🤖 AI Summary
Accurate extraction of trunk and branch structures from 2D images in plantation phenotyping remains challenging due to complex backgrounds and severe occlusions. Method: We propose WaveInst—the first instance segmentation framework integrating Discrete Wavelet Transform (DWT) to significantly enhance multi-scale edge perception; introduce PoplarDataset, the first benchmark dataset tailored for plantation structural analysis; and pioneer a segmentation-regression end-to-end joint modeling paradigm to directly infer 3D structural parameters—including diameter at breast height (DBH), tree height, and spatial coordinates—from 2D imagery. Results: On mature and juvenile plantation test sets, WaveInst achieves mAP of 49.6% and 24.3%, respectively—surpassing state-of-the-art methods by 9.9 percentage points. This work establishes a high-accuracy, low-cost visual parsing paradigm for intelligent breeding and precision forest management.
📝 Abstract
The pattern analysis of tree structure holds significant scientific value for genetic breeding and forestry management. The current trunk and branch extraction technologies are mainly LiDAR-based or UAV-based. The former approaches obtain high-precision 3D data, but its equipment cost is high and the three-dimensional (3D) data processing is complex. The latter approaches efficiently capture canopy information, but they miss the 3-D structure of trees. In order to deal with the branch information extraction from the complex background interference and occlusion, this work proposes a novel WaveInst instance segmentation framework, involving a discrete wavelet transform, to enhance multi-scale edge information for accurately improving tree structure extraction. Experimental results of the proposed model show superior performance on SynthTree43k, CaneTree100, Urban Street and our PoplarDataset. Moreover, we present a new Phenotypic dataset PoplarDataset, which is dedicated to extract tree structure and pattern analysis from artificial forest.

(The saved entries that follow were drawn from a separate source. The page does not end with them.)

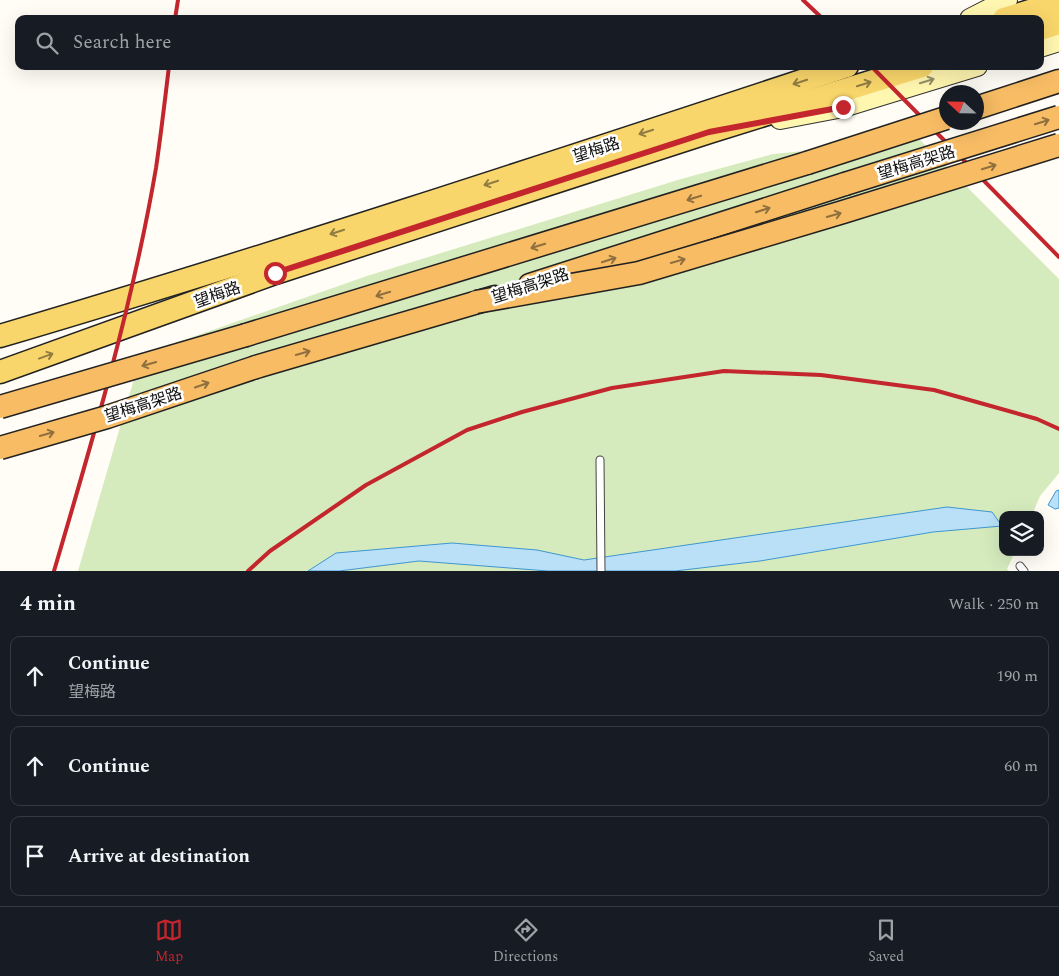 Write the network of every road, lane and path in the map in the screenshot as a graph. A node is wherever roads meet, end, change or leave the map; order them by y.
1 (1007, 0) edge
2 (1059, 2) edge
3 (978, 15) edge
4 (1017, 15) edge
5 (1059, 23) edge
6 (1044, 28) edge
7 (1059, 41) edge
8 (1044, 46) edge
9 (835, 70) edge
10 (909, 70) edge
11 (964, 70) edge
12 (1059, 81) edge
13 (984, 105) edge
14 (1059, 117) edge
15 (939, 120) edge
16 (709, 132) junction
17 (1059, 146) edge
18 (476, 302) junction
19 (0, 336) edge
20 (0, 372) edge
21 (0, 407) edge
22 (0, 448) edge
23 (600, 460) dead end
24 (602, 571) edge

1 - 3 main road
2 - 4 main road
5 - 6 main road
7 - 8 main road
9 -> 19 main road, 望梅路
16 -> 10 main road, 望梅路
16 -> 11 main road
12 - 13 highway
18 -> 14 highway, 望梅高架路, bridge
15 -> 21 highway, 望梅高架路, bridge
20 -> 16 main road, 望梅路
18 -> 17 highway, bridge
22 -> 18 highway, 望梅高架路, bridge
23 - 24 lane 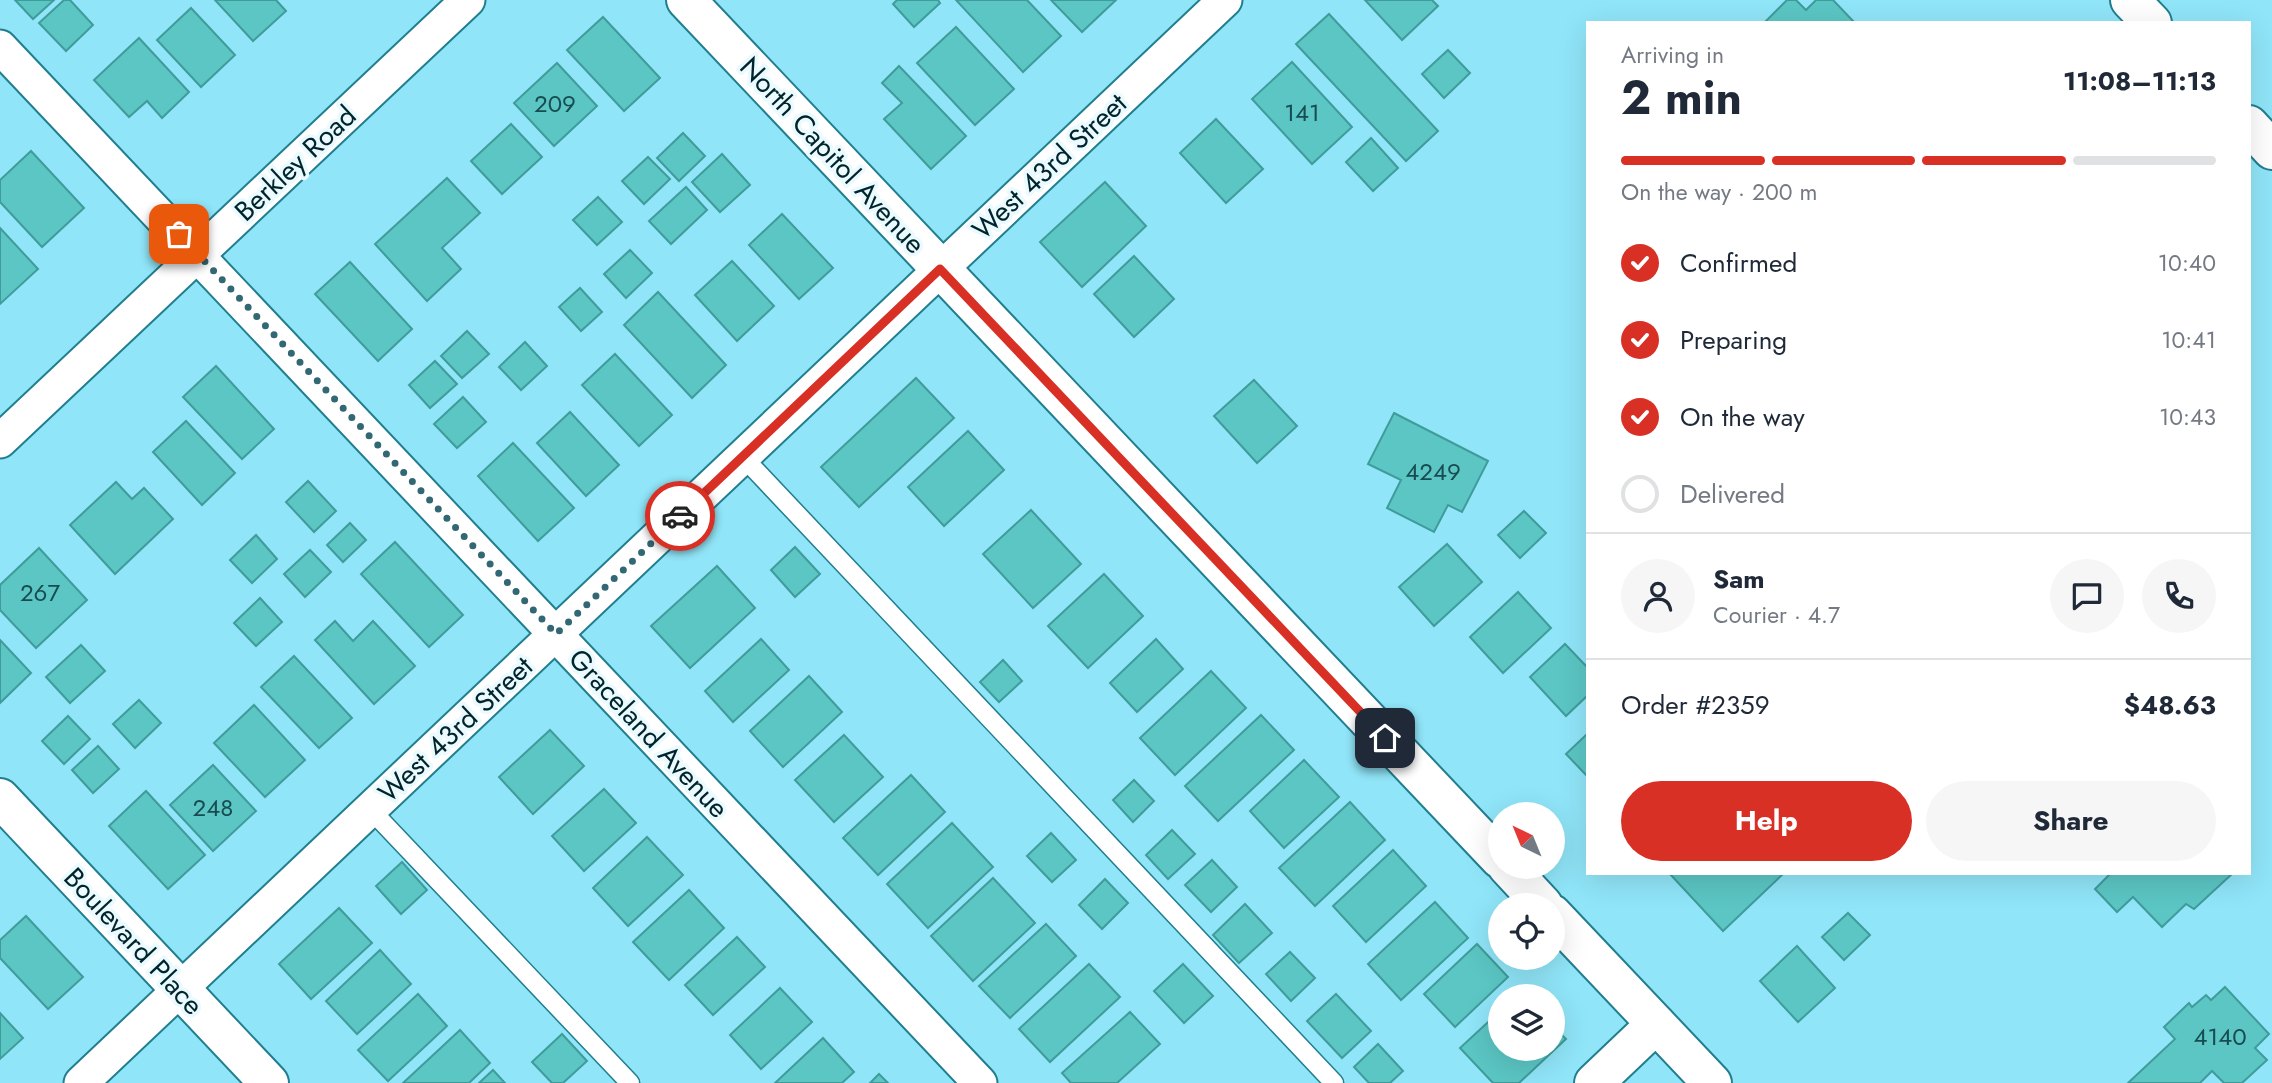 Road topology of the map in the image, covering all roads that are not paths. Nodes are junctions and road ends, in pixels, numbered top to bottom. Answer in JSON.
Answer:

The proposed method achieves a mean average precision of 49.6 and 24.3 for the structure extraction of mature and juvenile trees, respectively, surpassing the existing state-of-the-art method by 9.9. Furthermore, by in tegrating the segmentation model within the regression model, we accurately achieve significant tree grown parameters, such as the location of trees, the diameter-at-breast-height of individual trees, and the plant height, from 2D images directly. This study provides a scientific and plenty of data for tree structure analysis in related to the phenotype research, offering a platform for the significant applications in precision forestry, ecological monitoring, and intelligent breeding.